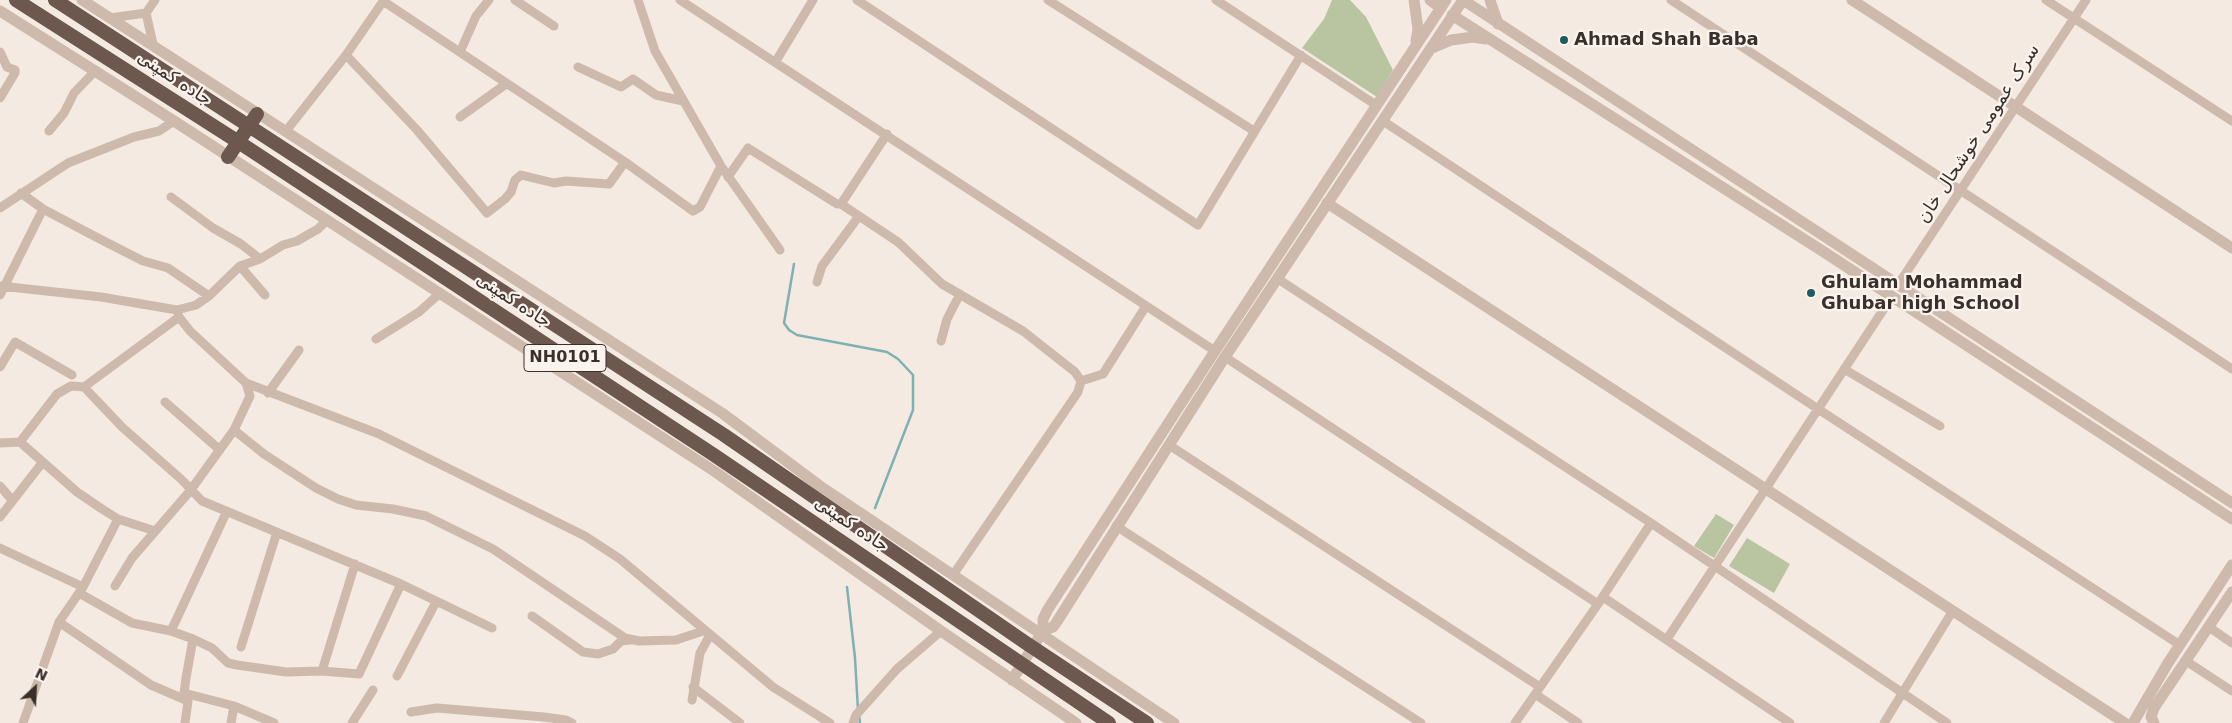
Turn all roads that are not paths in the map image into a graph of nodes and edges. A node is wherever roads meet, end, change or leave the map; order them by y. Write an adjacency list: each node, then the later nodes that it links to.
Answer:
1 (16, 0): 56 (highway, جاده کمپنی / NH0101)
2 (55, 0): 51 (highway, جاده کمپنی / NH0101)
3 (82, 0): 26 (street)
4 (155, 0): 24 (street)
5 (489, 0): 35 (street)
6 (515, 0): 29 (street)
7 (638, 0): 43 (street)
8 (680, 0): 38 (street)
9 (814, 0): 38 (street)
10 (857, 0): 54 (street)
11 (1048, 0): 54 (street)
12 (1216, 0): 37 (street)
13 (1414, 0): 32 (street)
14 (1430, 0): 22 (street)
15 (1463, 0): 25 (street); 28 (street)
16 (1490, 0): 28 (street)
17 (1671, 0): 61 (street)
18 (1852, 0): 45 (street)
19 (2046, 0): 27 (street)
20 (2086, 0): 27 (street, سرک عمومی خوشحال خان)
21 (384, 1): 35 (street); 36 (street)
22 (1443, 4): 25 (street); 32 (street)
23 (0, 11): 40 (street)
24 (146, 13): 26 (street); 31 (street)
25 (1452, 15): 30 (street); 33 (street)
26 (110, 18): 31 (street)
27 (2074, 18): 45 (street, سرک عمومی خوشحال خان); 50 (street)
28 (1498, 24): 70 (street)
29 (554, 26)
30 (1490, 39): 33 (street); 73 (street)
31 (153, 44): 46 (street)
32 (1416, 46): 44 (street)
33 (1430, 49): 49 (street)
34 (0, 52): 42 (street)
35 (460, 52): 41 (street)
36 (346, 55): 53 (street); 58 (street)
37 (1301, 55): 44 (street); 54 (street)
38 (776, 61): 55 (street)
39 (578, 67): 43 (street)
40 (96, 71): 48 (street); 52 (street)
41 (506, 84): 47 (street); 58 (street)
42 (0, 98)
43 (683, 101): 59 (street)
44 (1376, 105): 80 (street)
45 (2016, 106): 61 (street, سرک عمومی خوشحال خان); 71 (street)
46 (257, 114): 51 (highway); 53 (street)
47 (460, 117)
48 (174, 120): 57 (street); 62 (street)
49 (1382, 121): 64 (street); 105 (street)
50 (2232, 121)
51 (248, 125): 56 (highway); 154 (highway, جاده کمپنی / NH0101)
52 (49, 130)
53 (286, 131): 132 (street)
54 (1254, 131)
55 (887, 134): 65 (street); 87 (street)
56 (237, 141): 57 (highway); 156 (highway, جاده کمپنی / NH0101)
57 (228, 157): 69 (street)
58 (625, 162): 59 (street)
59 (721, 166): 60 (street)
60 (728, 177): 65 (street); 72 (street)
61 (1963, 190): 78 (street, سرک عمومی خوشحال خان); 98 (street)
62 (21, 192): 66 (street); 67 (street)
63 (171, 197): 74 (street)
64 (1327, 203): 76 (street); 116 (street)
65 (841, 204): 68 (street)
66 (0, 208)
67 (43, 208): 79 (street); 84 (street)
68 (859, 216): 77 (street); 82 (street)
69 (326, 221): 74 (street); 81 (street)
70 (1832, 242): 73 (street); 78 (street)
71 (2232, 248)
72 (780, 250)
73 (1824, 252): 85 (street)
74 (260, 259): 75 (street)
75 (240, 266): 83 (street); 84 (street)
76 (1278, 279): 86 (street); 124 (street)
77 (817, 282)
78 (1898, 285): 89 (street)
79 (1, 289): 88 (street)
80 (1253, 292): 86 (street); 94 (street)
81 (438, 294): 90 (street); 145 (street)
82 (960, 294): 91 (street); 100 (street)
83 (265, 295)
84 (209, 296): 88 (street)
85 (1891, 298): 92 (street); 97 (street)
86 (1264, 300): 95 (street)
87 (1146, 306): 94 (street); 100 (street)
88 (178, 313): 101 (street); 102 (street)
89 (1979, 338): 92 (street); 119 (street)
90 (376, 339)
91 (941, 341)
92 (1972, 349): 123 (street)
93 (299, 350): 103 (street)
94 (1215, 351): 106 (street)
95 (1226, 357): 107 (street); 137 (street)
96 (0, 367): 99 (street)
97 (1844, 369): 105 (street); 108 (street)
98 (2232, 369)
99 (72, 375)
100 (1081, 380): 132 (street)
101 (246, 383): 103 (street); 109 (street)
102 (84, 387): 110 (street); 117 (street)
103 (268, 393): 146 (street)
104 (165, 402): 113 (street)
105 (1818, 409): 116 (street); 152 (street)
106 (1174, 415): 107 (street); 147 (street)
107 (1184, 422): 112 (street)
108 (1940, 426)
109 (234, 430): 113 (street); 150 (street)
110 (20, 442): 111 (street); 114 (street)
111 (0, 444)
112 (1169, 445): 125 (street); 162 (street)
113 (220, 450): 117 (street)
114 (42, 463): 118 (street); 122 (street)
115 (0, 486): 118 (street)
116 (1765, 488): 131 (street); 139 (street)
117 (190, 491): 120 (street); 126 (street)
118 (12, 500): 121 (street)
119 (2232, 502)
120 (226, 513): 127 (street); 144 (street)
121 (0, 517)
122 (118, 519): 126 (street); 135 (street)
123 (2232, 519)
124 (1651, 523): 131 (street); 137 (street)
125 (1116, 526): 147 (street); 182 (street)
126 (155, 530): 134 (street)
127 (278, 532): 129 (street); 153 (street)
128 (0, 548): 135 (street)
129 (355, 564): 133 (street); 157 (street)
130 (2232, 565): 152 (street)
131 (1715, 566): 149 (street); 164 (street)
132 (953, 575): 147 (street)
133 (401, 584): 138 (street); 157 (street)
134 (115, 586)
135 (81, 590): 141 (street); 144 (street)
136 (2232, 592): 142 (street)
137 (1601, 600): 149 (street); 162 (street)
138 (436, 602): 143 (street); 158 (street)
139 (1952, 612): 164 (street); 188 (street)
140 (532, 616): 150 (street)
141 (59, 622): 165 (street); 170 (street)
142 (2209, 627): 151 (street); 155 (street)
143 (492, 628)
144 (171, 630): 148 (street)
145 (941, 631): 159 (street); 169 (street)
146 (706, 633): 150 (street); 160 (street); 177 (street)
147 (1042, 633): 154 (street); 181 (street)
148 (194, 639): 157 (street); 165 (street)
149 (1667, 639): 185 (street)
150 (632, 640)
151 (2232, 643)
152 (2180, 645): 189 (street)
153 (241, 647)
154 (1033, 648): 156 (street); 180 (highway, جاده کمپنی / NH0101)
155 (2186, 661): 163 (street); 190 (street)
156 (1022, 664): 159 (street); 179 (highway, جاده کمپنی / NH0101)
157 (322, 671)
158 (397, 676)
159 (1012, 680): 178 (street)
160 (693, 687): 166 (street); 176 (street)
161 (373, 690): 174 (street)
162 (1538, 690): 183 (street); 184 (street)
163 (2232, 691)
164 (1903, 694): 186 (street); 187 (street)
165 (186, 697): 167 (street); 171 (street)
166 (692, 700)
167 (234, 706): 172 (street); 173 (street)
168 (411, 712): 175 (street)
169 (857, 716)
170 (23, 723)
171 (186, 723)
172 (231, 723)
173 (274, 723)
174 (352, 723)
175 (572, 723)
176 (740, 723)
177 (830, 723)
178 (1076, 723)
179 (1109, 723)
180 (1146, 723)
181 (1174, 723)
182 (1421, 723)
183 (1515, 723)
184 (1578, 723)
185 (1790, 723)
186 (1884, 723)
187 (1947, 723)
188 (2125, 723)
189 (2133, 723)
190 (2154, 723)

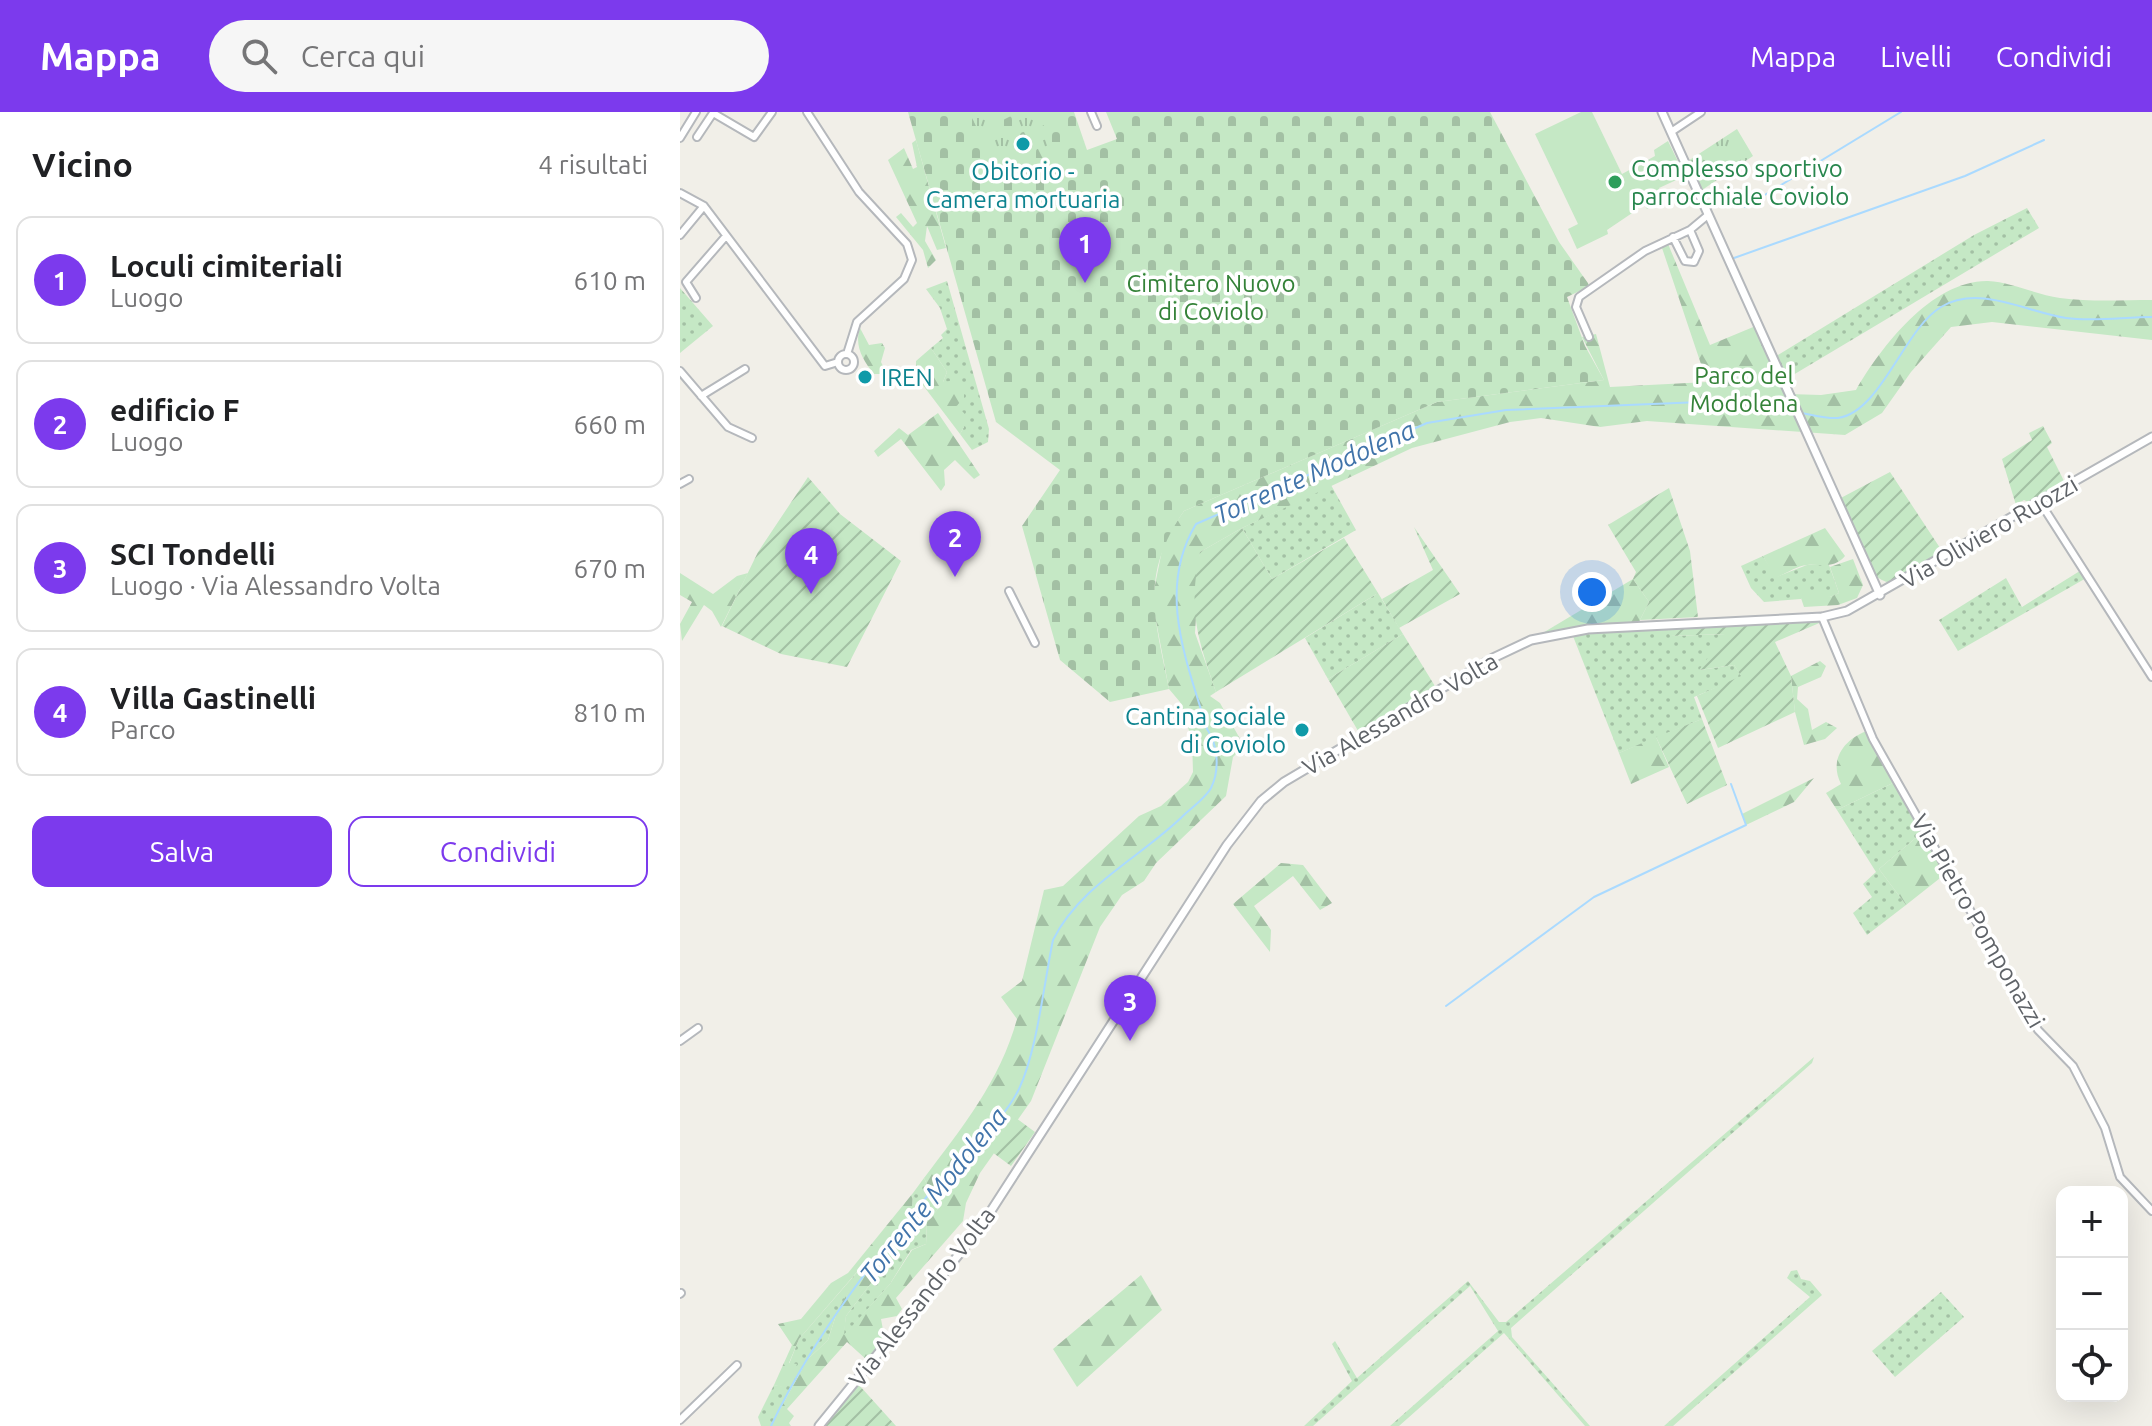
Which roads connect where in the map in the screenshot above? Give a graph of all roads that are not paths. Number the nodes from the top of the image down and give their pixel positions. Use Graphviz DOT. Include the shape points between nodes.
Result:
graph roads {
  1 [pos="696,112"];
  2 [pos="772,112"];
  3 [pos="807,112"];
  4 [pos="1091,112"];
  5 [pos="1662,112"];
  6 [pos="1701,112"];
  7 [pos="1097,126"];
  8 [pos="1671,132"];
  9 [pos="697,137"];
  10 [pos="680,138"];
  11 [pos="680,193"];
  12 [pos="704,206"];
  13 [pos="1708,215"];
  14 [pos="1690,230"];
  15 [pos="680,235"];
  16 [pos="726,236"];
  17 [pos="1673,237"];
  18 [pos="696,298"];
  19 [pos="1589,337"];
  20 [pos="847,354"];
  21 [pos="838,362"];
  22 [pos="745,369"];
  23 [pos="680,371"];
  24 [pos="701,396"];
  25 [pos="2152,437"];
  26 [pos="752,438"];
  27 [pos="689,479"];
  28 [pos="680,484"];
  29 [pos="2040,502"];
  30 [pos="1009,591"];
  31 [pos="1880,595"];
  32 [pos="1822,617"];
  33 [pos="1035,643"];
  34 [pos="2152,677"];
  35 [pos="698,1028"];
  36 [pos="680,1041"];
  37 [pos="2152,1211"];
  38 [pos="737,1365"];
  39 [pos="680,1420"];
  40 [pos="819,1426"];
  1 -- 10 [label="street"];
  2 -- 9 [label="street" via="754,137 713,113"];
  3 -- 20 [label="street" via="859,192 907,244 912,260 904,279 857,322"];
  4 -- 7 [label="street"];
  5 -- 8 [label="street"];
  6 -- 8 [label="street"];
  8 -- 13 [label="street"];
  11 -- 12 [label="street"];
  12 -- 15 [label="street"];
  12 -- 16 [label="street"];
  13 -- 14 [label="street"];
  13 -- 31 [label="street"];
  14 -- 17 [label="street"];
  14 -- 17 [label="street" via="1699,251 1694,262 1683,258"];
  16 -- 18 [label="street" via="686,282"];
  16 -- 21 [label="street" via="825,366"];
  17 -- 19 [label="street" via="1577,299 1577,313"];
  20 -- 21 [label="street"];
  20 -- 21 [label="street" via="854,359 853,368 843,371"];
  22 -- 24 [label="street"];
  23 -- 24 [label="street"];
  24 -- 26 [label="street" via="728,427"];
  25 -- 29 [label="street, Via Oliviero Ruozzi"];
  27 -- 28 [label="street"];
  29 -- 31 [label="street, Via Oliviero Ruozzi"];
  29 -- 34 [label="street"];
  30 -- 33 [label="street"];
  31 -- 32 [label="street, Via Oliviero Ruozzi"];
  32 -- 37 [label="street, Via Pietro Pomponazzi" via="1873,739 2038,1030 2073,1066 2105,1128 2120,1177"];
  32 -- 40 [label="street, Via Alessandro Volta" via="1571,631 1531,640 1301,771 1261,801 1106,1032 1090,1048 1073,1085 968,1246"];
  35 -- 36 [label="street"];
  38 -- 39 [label="street"];
}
====
● Instructions for the task: State the count of lines holding the string "that" in the listing above, and nothing else.

● Task solution: 2